Get dedicated! And why computers are your friend.
I had a long weekend and decided to spend a little time installing a couple new electrical circuits in my house.
Being rusty with house wiring, I took it easy, and expected it to take me all morning, and maybe a little of my afternoon. Took me all day! Multiple trips to the electrical supply, a lot of drilling in masonry, and a chunk of change later, a filthy me had installed the new lines.
One feeds the computer on my porch, which is a recent addition. Was having to run an outlet strip from another circuit for that, not ideal. So it got a dedicated line for the case, monitor, router, and modem, one box with 2 duplexes, bye bye to junky power strips and bad layout!
The other is a more complex beastie, feeding my 'big rig' (which I've been stuck with having on a pretty poor line prior to this). The 20A circuit feeds a pony box, which has a leadout consisting of five conductors, a ground and 2 pairs of L/N, in a twisted quad arrangement. This is all sheathed in PET braid for protection, and run into the music room, where it feeds a 2 duplex outdoor style box, with each pair feeding a different outlet (emulates 2 dedicated lines, to some extent) but a common ground.
There is a nice improvement in overall system performance, leading to a blacker background and better resolution.

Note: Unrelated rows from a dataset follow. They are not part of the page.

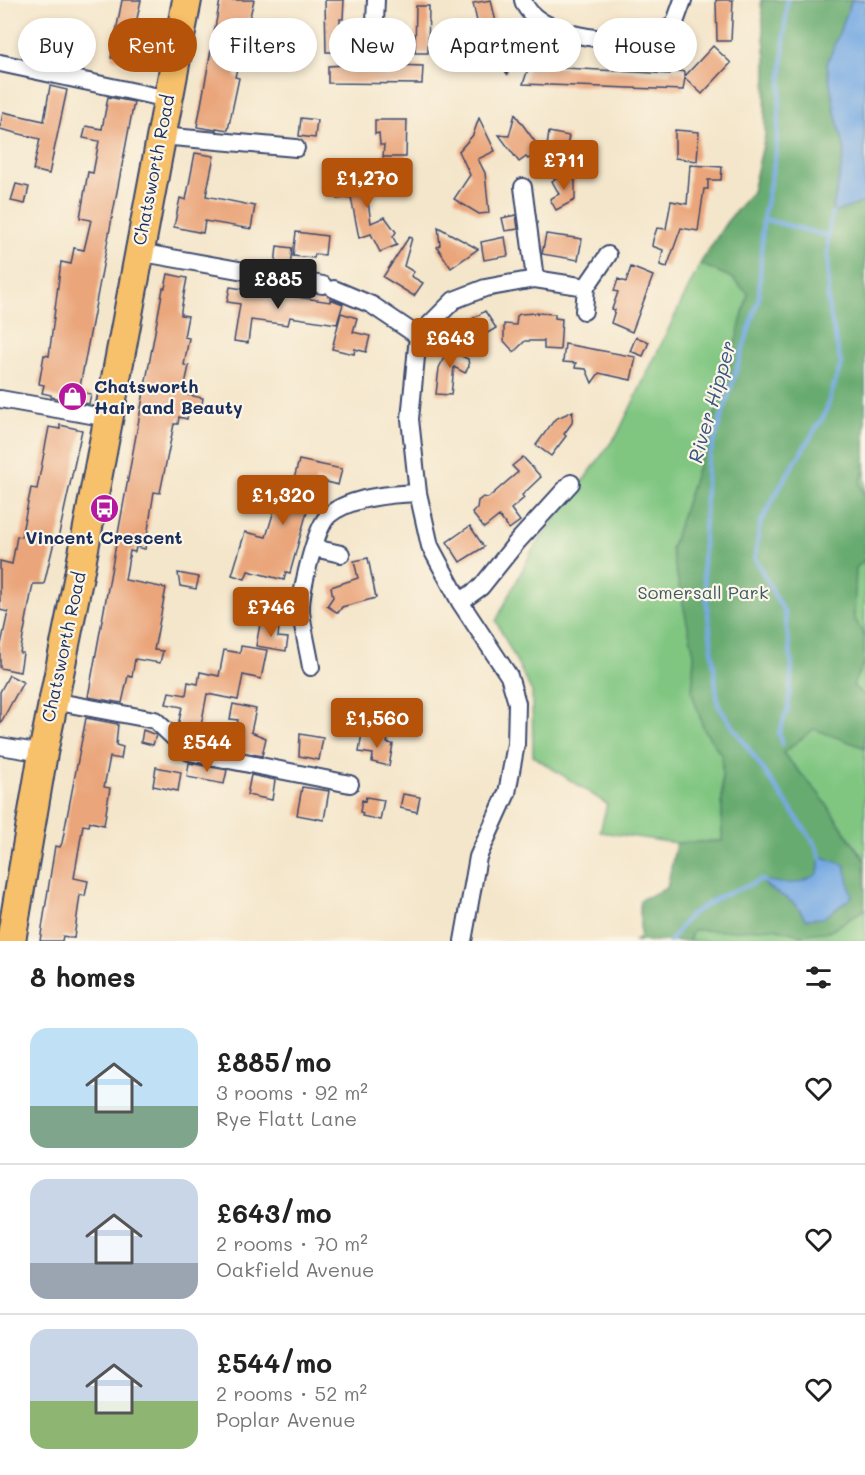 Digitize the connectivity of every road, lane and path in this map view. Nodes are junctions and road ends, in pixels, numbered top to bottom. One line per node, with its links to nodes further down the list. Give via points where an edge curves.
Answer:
1 (188, 0): 7 (highway, Chatsworth Road)
2 (376, 0): 5 (street)
3 (523, 0): 4 (street, via 526,9 545,24 562,31 619,41 650,37 674,25)
4 (683, 0)
5 (375, 18)
6 (0, 63): 7 (street)
7 (168, 99): 8 (highway, Chatsworth Road)
8 (161, 136): 9 (street); 11 (highway, Chatsworth Road)
9 (296, 148)
10 (522, 187): 13 (street)
11 (138, 252): 16 (street, via 329,287 372,305); 18 (highway, Chatsworth Road)
12 (608, 255): 14 (street)
13 (535, 279): 14 (street); 16 (street, via 485,288 454,300)
14 (586, 287): 15 (street)
15 (584, 311)
16 (418, 336): 20 (street, via 410,419)
17 (0, 399): 18 (street)
18 (108, 418): 25 (highway, Chatsworth Road)
19 (571, 483): 23 (street, via 481,587)
20 (418, 493): 21 (street, via 363,500 336,512 321,527); 23 (street, via 430,546)
21 (314, 548): 22 (street); 24 (street, via 301,611)
22 (341, 554)
23 (460, 603): 30 (street, via 509,676 517,702 516,744 507,793 478,857)
24 (311, 667)
25 (53, 700): 27 (highway, Chatsworth Road); 28 (street, via 155,720 189,752)
26 (0, 746): 27 (street)
27 (42, 753): 29 (highway, Chatsworth Road)
28 (350, 784)
29 (11, 941)
30 (463, 941) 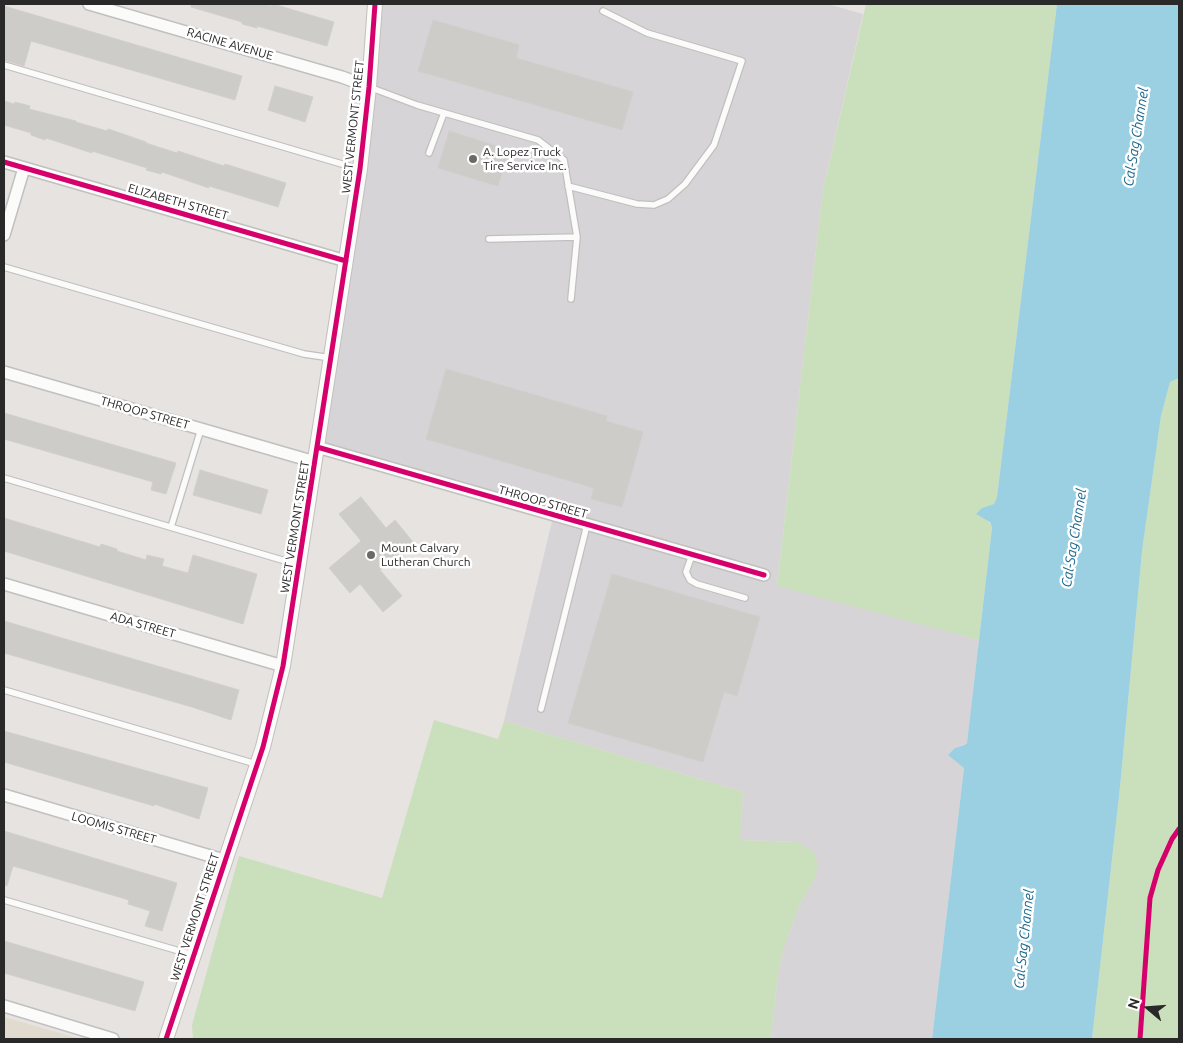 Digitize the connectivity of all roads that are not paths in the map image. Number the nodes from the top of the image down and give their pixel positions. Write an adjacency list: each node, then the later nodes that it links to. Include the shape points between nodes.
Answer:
1 (89, 4): 5 (street, RACINE AVENUE)
2 (375, 4): 5 (street, WEST VERMONT STREET)
3 (602, 11): 11 (lane, via 647,33 742,61 714,145 685,184 668,199 654,205 637,204)
4 (4, 65): 10 (lane)
5 (369, 87): 6 (lane); 10 (street, WEST VERMONT STREET)
6 (444, 113): 7 (lane); 11 (lane, via 538,140 564,160)
7 (429, 153)
8 (4, 162): 9 (street, ELIZABETH STREET)
9 (24, 168): 12 (street); 15 (street, ELIZABETH STREET)
10 (360, 169): 15 (street, WEST VERMONT STREET)
11 (568, 186): 13 (lane)
12 (4, 235)
13 (577, 237): 14 (lane); 17 (lane)
14 (489, 239)
15 (346, 261): 18 (street, WEST VERMONT STREET)
16 (4, 267): 18 (lane, via 304,354)
17 (571, 299)
18 (331, 358): 21 (street, WEST VERMONT STREET)
19 (4, 372): 20 (street, THROOP STREET)
20 (200, 429): 22 (street, THROOP STREET); 25 (lane)
21 (318, 448): 22 (street, WEST VERMONT STREET); 24 (street, THROOP STREET)
22 (315, 462): 27 (street, WEST VERMONT STREET)
23 (4, 478): 25 (lane)
24 (587, 525): 26 (street, THROOP STREET); 33 (lane)
25 (171, 527): 27 (lane)
26 (692, 555): 28 (street, THROOP STREET); 30 (lane, via 686,572 690,580)
27 (300, 565): 31 (street, WEST VERMONT STREET)
28 (764, 575)
29 (4, 584): 31 (street, ADA STREET)
30 (744, 598)
31 (283, 666): 34 (street, WEST VERMONT STREET)
32 (4, 690): 34 (lane)
33 (541, 709)
34 (256, 764): 36 (street, WEST VERMONT STREET)
35 (4, 795): 36 (street, LOOMIS STREET)
36 (224, 860): 38 (street, WEST VERMONT STREET)
37 (4, 900): 38 (lane)
38 (193, 955): 41 (street, WEST VERMONT STREET)
39 (4, 1006): 40 (street)
40 (113, 1039)
41 (166, 1039)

Now: Why computers are your friend.
The above mentioned porch computer has a couple purposes, but one is the most important. It is my music server. Also functions as a web browser and other such pedestrian tasks, but its important function is ripping, encoding, storing and serving .flac files (lossless compression) through a Roku Soundbridge. The M500 is the baby of the roku line, now discontinued.... it also was available quite affordably, and doesn't do the hellacious upsample to 48kHz that it's big brothers do. This, fed from the network (primarily the linux file server discussed above) is giving me access to a flac-originated bitstream pcm, which goes into a digital eq and dac. I use cdparanoia for the rips, which is the linux equivalent of Exact Audio Copy.
Short version, it's awesome, the accessibility and speed of loading different music, and jukebox features, make it all lovely. And the sound is quite good too!